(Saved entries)
·····

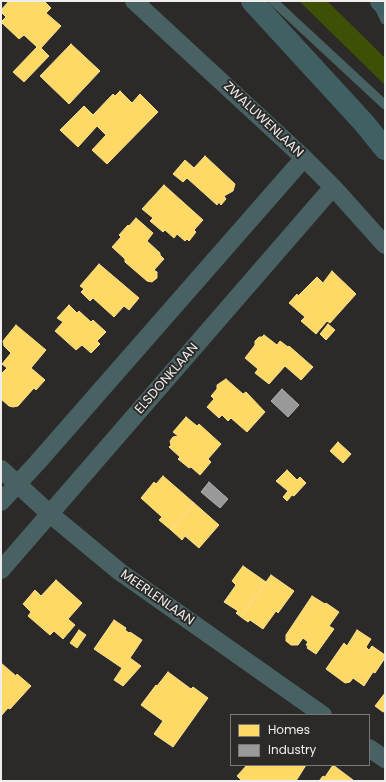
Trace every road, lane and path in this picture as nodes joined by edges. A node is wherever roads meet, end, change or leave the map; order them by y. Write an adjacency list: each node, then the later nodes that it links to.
1 (134, 1): 10 (street, ZWALUWENLAAN)
2 (252, 1): 9 (highway)
3 (273, 1): 8 (lane)
4 (376, 1): 7 (lane)
5 (381, 1): 6 (highway)
6 (385, 4)
7 (385, 20)
8 (385, 105)
9 (385, 149)
10 (304, 158): 11 (street, ZWALUWENLAAN); 14 (street)
11 (333, 187): 12 (street, ZWALUWENLAAN); 16 (street, ELSDONKLAAN)
12 (385, 245)
13 (1, 470): 14 (street, MEERLENLAAN)
14 (18, 485): 15 (street); 16 (street, MEERLENLAAN)
15 (1, 502)
16 (50, 514): 17 (street, ELSDONKLAAN); 18 (street, MEERLENLAAN)
17 (1, 570)
18 (322, 714)
19 (370, 749): 20 (street)
20 (385, 759)

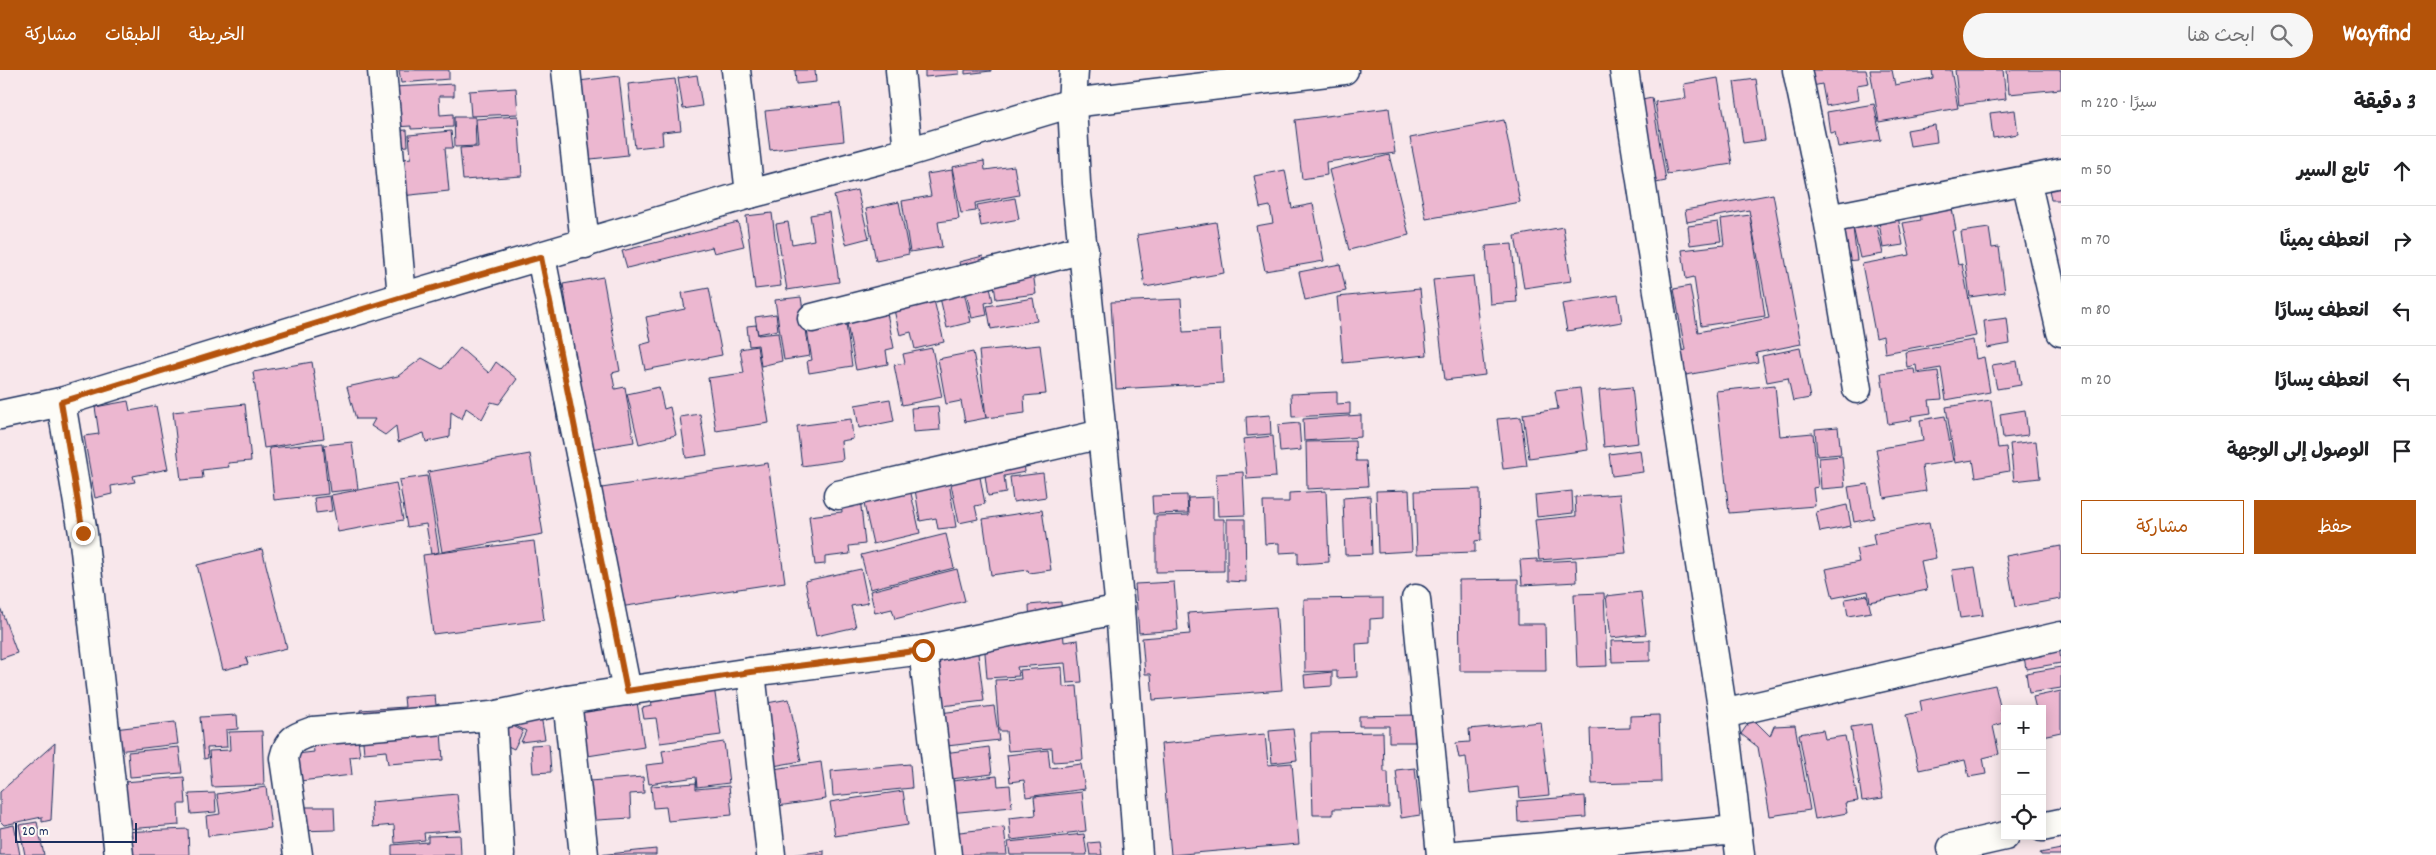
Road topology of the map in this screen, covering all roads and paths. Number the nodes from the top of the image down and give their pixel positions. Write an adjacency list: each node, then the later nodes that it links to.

·····

_WHAT THE EXERCISE ASKS_
Transcribe the records above exactly, without images.

_ANSWER BELOW_
Trace every road, lane and path in this picture as nodes joined by edges. A node is wherever roads meet, end, change or leave the map; order them by y. Write an adjacency list: each node, then the later nodes that it links to.
1 (134, 1): 10 (street, ZWALUWENLAAN)
2 (252, 1): 9 (highway)
3 (273, 1): 8 (lane)
4 (376, 1): 7 (lane)
5 (381, 1): 6 (highway)
6 (385, 4)
7 (385, 20)
8 (385, 105)
9 (385, 149)
10 (304, 158): 11 (street, ZWALUWENLAAN); 14 (street)
11 (333, 187): 12 (street, ZWALUWENLAAN); 16 (street, ELSDONKLAAN)
12 (385, 245)
13 (1, 470): 14 (street, MEERLENLAAN)
14 (18, 485): 15 (street); 16 (street, MEERLENLAAN)
15 (1, 502)
16 (50, 514): 17 (street, ELSDONKLAAN); 18 (street, MEERLENLAAN)
17 (1, 570)
18 (322, 714)
19 (370, 749): 20 (street)
20 (385, 759)

Road topology of the map in this screen, covering all roads and paths. Number the nodes from the top of the image down and give their pixel positions. Write an adjacency list: each node, then the later nodes that it links to.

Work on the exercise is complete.